Stored items:

_ _ _ _ _

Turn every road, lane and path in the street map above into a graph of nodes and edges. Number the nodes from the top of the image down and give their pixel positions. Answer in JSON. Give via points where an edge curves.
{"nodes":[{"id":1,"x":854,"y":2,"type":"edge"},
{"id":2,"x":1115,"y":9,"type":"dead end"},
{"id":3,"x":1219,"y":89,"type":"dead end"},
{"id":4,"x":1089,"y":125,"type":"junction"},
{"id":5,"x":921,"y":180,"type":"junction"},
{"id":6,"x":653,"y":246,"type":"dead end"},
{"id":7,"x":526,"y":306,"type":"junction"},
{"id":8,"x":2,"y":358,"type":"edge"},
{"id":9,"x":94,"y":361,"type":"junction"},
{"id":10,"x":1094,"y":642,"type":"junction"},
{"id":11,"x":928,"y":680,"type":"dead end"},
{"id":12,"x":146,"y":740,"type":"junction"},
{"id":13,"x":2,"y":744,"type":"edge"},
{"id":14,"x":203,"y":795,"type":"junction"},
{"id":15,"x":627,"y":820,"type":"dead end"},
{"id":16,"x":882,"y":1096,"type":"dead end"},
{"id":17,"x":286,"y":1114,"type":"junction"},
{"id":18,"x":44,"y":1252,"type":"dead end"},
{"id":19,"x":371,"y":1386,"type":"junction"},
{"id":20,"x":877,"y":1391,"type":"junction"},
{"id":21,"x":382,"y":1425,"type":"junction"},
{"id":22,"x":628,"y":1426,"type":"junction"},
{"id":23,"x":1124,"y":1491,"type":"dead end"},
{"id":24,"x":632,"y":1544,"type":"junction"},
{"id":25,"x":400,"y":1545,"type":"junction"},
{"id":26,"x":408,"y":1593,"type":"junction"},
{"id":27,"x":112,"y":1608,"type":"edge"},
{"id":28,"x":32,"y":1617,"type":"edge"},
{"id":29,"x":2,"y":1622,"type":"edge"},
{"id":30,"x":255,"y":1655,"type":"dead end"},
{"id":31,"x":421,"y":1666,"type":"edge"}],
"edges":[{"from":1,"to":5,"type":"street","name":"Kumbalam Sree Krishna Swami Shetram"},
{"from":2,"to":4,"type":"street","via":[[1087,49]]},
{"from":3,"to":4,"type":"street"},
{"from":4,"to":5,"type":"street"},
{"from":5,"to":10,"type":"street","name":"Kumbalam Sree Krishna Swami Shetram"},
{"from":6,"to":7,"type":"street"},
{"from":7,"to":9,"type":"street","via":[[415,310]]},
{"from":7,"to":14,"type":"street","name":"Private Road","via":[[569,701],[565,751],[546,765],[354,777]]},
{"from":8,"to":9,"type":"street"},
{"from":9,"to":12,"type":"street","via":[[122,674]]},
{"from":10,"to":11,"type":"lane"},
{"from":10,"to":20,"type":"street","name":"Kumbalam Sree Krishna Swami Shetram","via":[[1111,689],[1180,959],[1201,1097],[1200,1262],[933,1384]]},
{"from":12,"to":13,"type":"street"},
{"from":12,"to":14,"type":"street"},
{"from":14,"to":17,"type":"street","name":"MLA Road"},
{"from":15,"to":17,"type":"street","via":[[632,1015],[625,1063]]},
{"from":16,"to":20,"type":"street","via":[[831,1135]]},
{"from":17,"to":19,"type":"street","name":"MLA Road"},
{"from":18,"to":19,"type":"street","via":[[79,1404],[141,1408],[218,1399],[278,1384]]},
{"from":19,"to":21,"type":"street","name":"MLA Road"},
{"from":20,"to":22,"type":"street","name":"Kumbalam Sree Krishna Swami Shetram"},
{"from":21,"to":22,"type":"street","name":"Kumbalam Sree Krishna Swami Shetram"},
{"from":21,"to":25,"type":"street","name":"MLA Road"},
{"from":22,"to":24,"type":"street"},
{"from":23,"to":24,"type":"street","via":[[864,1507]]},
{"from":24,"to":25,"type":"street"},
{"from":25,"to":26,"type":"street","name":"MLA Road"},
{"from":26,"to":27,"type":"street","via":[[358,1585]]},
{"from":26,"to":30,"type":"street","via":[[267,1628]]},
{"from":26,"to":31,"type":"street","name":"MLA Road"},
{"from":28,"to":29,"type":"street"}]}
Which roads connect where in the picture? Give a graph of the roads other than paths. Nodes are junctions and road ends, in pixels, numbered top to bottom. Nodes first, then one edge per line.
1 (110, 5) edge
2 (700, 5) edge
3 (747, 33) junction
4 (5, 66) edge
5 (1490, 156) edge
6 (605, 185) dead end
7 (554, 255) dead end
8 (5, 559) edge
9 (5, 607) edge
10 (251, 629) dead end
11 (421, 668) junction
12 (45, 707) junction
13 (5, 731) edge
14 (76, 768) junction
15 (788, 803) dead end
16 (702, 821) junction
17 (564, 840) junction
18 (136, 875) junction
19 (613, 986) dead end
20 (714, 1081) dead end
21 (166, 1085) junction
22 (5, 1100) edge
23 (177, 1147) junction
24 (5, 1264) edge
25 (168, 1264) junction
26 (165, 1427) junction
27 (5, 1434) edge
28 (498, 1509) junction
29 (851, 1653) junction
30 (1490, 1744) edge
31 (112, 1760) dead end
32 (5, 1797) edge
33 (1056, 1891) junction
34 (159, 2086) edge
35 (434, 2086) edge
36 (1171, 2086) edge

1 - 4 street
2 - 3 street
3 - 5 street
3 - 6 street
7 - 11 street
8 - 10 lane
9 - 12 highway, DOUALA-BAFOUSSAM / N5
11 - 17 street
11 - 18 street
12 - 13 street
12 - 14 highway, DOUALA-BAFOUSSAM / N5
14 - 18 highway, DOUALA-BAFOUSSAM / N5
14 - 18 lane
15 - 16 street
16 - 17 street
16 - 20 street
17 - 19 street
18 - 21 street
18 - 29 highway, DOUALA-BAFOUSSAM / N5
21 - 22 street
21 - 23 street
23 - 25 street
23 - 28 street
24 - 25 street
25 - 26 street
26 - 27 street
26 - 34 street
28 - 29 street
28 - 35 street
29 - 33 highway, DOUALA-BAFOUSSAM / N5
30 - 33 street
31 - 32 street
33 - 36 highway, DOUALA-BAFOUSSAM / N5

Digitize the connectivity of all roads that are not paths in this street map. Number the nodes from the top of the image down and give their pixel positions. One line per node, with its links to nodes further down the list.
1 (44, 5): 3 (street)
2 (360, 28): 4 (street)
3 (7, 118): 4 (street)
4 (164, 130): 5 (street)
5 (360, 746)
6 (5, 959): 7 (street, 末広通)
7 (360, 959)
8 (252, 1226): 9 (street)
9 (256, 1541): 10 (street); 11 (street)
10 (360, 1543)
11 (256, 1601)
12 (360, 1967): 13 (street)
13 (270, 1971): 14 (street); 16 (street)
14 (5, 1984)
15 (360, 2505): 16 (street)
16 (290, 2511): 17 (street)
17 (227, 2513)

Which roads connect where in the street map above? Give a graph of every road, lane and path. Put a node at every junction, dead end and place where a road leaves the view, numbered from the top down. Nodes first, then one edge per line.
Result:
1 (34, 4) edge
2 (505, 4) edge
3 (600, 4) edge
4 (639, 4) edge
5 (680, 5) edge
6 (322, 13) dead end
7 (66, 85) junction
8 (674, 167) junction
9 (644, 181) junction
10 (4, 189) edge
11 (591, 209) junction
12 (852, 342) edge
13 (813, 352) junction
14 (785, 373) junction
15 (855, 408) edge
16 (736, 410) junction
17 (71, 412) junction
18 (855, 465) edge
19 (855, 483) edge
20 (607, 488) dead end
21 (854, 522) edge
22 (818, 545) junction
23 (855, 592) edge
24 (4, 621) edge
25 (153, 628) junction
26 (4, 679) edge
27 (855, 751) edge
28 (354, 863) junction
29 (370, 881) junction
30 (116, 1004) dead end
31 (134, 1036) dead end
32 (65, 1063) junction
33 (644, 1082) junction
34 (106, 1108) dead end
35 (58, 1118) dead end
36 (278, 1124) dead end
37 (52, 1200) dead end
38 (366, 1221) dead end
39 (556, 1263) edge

_ _ _ _ _

▶ Work task: The answer must be every line from the records above that contains the word "BAFOUSSAM", copied in full.

▶ Solution to this task:
9 - 12 highway, DOUALA-BAFOUSSAM / N5
12 - 14 highway, DOUALA-BAFOUSSAM / N5
14 - 18 highway, DOUALA-BAFOUSSAM / N5
18 - 29 highway, DOUALA-BAFOUSSAM / N5
29 - 33 highway, DOUALA-BAFOUSSAM / N5
33 - 36 highway, DOUALA-BAFOUSSAM / N5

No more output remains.